» Given information:
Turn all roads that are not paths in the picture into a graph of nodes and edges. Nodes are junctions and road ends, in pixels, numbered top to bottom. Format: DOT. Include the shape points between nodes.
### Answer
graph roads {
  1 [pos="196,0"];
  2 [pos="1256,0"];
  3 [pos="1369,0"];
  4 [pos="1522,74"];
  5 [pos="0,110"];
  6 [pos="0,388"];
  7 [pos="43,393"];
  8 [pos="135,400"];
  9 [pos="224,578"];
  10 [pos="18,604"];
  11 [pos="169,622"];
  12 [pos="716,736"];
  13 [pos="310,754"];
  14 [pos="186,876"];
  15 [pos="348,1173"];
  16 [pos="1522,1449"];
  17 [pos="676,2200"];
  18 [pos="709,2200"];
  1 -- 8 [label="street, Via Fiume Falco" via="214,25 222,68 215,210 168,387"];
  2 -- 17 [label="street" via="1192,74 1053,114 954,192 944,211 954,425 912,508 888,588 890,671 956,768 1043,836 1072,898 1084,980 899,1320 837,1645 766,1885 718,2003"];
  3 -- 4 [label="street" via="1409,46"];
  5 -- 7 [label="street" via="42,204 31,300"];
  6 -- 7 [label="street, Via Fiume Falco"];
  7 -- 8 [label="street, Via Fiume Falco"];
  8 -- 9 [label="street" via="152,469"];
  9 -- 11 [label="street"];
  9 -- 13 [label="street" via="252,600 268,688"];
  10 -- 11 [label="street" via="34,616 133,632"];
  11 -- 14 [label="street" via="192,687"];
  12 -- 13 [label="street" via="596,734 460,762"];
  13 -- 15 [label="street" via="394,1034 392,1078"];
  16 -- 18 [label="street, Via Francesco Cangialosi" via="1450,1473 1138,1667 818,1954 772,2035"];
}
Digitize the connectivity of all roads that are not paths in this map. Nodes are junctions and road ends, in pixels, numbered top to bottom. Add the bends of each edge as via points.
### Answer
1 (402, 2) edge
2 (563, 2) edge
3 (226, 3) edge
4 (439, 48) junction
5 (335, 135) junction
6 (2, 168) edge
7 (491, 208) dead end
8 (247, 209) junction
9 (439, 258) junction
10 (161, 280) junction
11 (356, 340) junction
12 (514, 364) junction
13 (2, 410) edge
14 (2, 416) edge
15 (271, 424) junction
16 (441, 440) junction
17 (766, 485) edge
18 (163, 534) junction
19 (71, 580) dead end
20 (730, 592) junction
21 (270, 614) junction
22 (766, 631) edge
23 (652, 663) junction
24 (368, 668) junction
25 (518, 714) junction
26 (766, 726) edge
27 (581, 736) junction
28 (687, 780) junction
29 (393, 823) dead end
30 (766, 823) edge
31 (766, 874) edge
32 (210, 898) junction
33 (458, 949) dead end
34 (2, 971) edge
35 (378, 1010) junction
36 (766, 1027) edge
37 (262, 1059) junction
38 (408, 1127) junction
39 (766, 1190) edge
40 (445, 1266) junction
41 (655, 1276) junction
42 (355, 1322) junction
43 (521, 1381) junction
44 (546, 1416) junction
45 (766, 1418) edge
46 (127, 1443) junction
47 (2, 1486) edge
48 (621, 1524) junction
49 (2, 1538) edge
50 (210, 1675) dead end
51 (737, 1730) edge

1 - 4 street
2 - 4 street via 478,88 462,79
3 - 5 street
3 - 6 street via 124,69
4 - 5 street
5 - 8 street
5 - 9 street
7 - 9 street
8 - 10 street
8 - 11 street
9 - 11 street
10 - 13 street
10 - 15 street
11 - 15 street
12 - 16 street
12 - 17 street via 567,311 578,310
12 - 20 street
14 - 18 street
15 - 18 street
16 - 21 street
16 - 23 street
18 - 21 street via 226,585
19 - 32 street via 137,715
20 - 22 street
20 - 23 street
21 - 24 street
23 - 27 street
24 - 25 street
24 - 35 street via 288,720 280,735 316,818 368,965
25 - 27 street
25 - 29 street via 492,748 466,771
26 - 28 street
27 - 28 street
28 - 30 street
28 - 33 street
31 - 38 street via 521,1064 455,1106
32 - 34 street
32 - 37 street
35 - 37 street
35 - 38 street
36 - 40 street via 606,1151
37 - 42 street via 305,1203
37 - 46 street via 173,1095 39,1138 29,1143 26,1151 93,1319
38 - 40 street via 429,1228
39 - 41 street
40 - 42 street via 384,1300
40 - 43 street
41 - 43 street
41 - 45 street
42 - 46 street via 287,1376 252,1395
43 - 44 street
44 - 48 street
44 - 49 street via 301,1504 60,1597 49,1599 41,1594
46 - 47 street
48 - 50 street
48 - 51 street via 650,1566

» Work instructions: Take the lines from the first line of the records through the line holding "Digitize the connectivity", both included, and please reproduce them exactly with nothing added.

» Result of this exercise:
Turn all roads that are not paths in the picture into a graph of nodes and edges. Nodes are junctions and road ends, in pixels, numbered top to bottom. Format: DOT. Include the shape points between nodes.
### Answer
graph roads {
  1 [pos="196,0"];
  2 [pos="1256,0"];
  3 [pos="1369,0"];
  4 [pos="1522,74"];
  5 [pos="0,110"];
  6 [pos="0,388"];
  7 [pos="43,393"];
  8 [pos="135,400"];
  9 [pos="224,578"];
  10 [pos="18,604"];
  11 [pos="169,622"];
  12 [pos="716,736"];
  13 [pos="310,754"];
  14 [pos="186,876"];
  15 [pos="348,1173"];
  16 [pos="1522,1449"];
  17 [pos="676,2200"];
  18 [pos="709,2200"];
  1 -- 8 [label="street, Via Fiume Falco" via="214,25 222,68 215,210 168,387"];
  2 -- 17 [label="street" via="1192,74 1053,114 954,192 944,211 954,425 912,508 888,588 890,671 956,768 1043,836 1072,898 1084,980 899,1320 837,1645 766,1885 718,2003"];
  3 -- 4 [label="street" via="1409,46"];
  5 -- 7 [label="street" via="42,204 31,300"];
  6 -- 7 [label="street, Via Fiume Falco"];
  7 -- 8 [label="street, Via Fiume Falco"];
  8 -- 9 [label="street" via="152,469"];
  9 -- 11 [label="street"];
  9 -- 13 [label="street" via="252,600 268,688"];
  10 -- 11 [label="street" via="34,616 133,632"];
  11 -- 14 [label="street" via="192,687"];
  12 -- 13 [label="street" via="596,734 460,762"];
  13 -- 15 [label="street" via="394,1034 392,1078"];
  16 -- 18 [label="street, Via Francesco Cangialosi" via="1450,1473 1138,1667 818,1954 772,2035"];
}
Digitize the connectivity of all roads that are not paths in this map. Nodes are junctions and road ends, in pixels, numbered top to bottom. Add the bends of each edge as via points.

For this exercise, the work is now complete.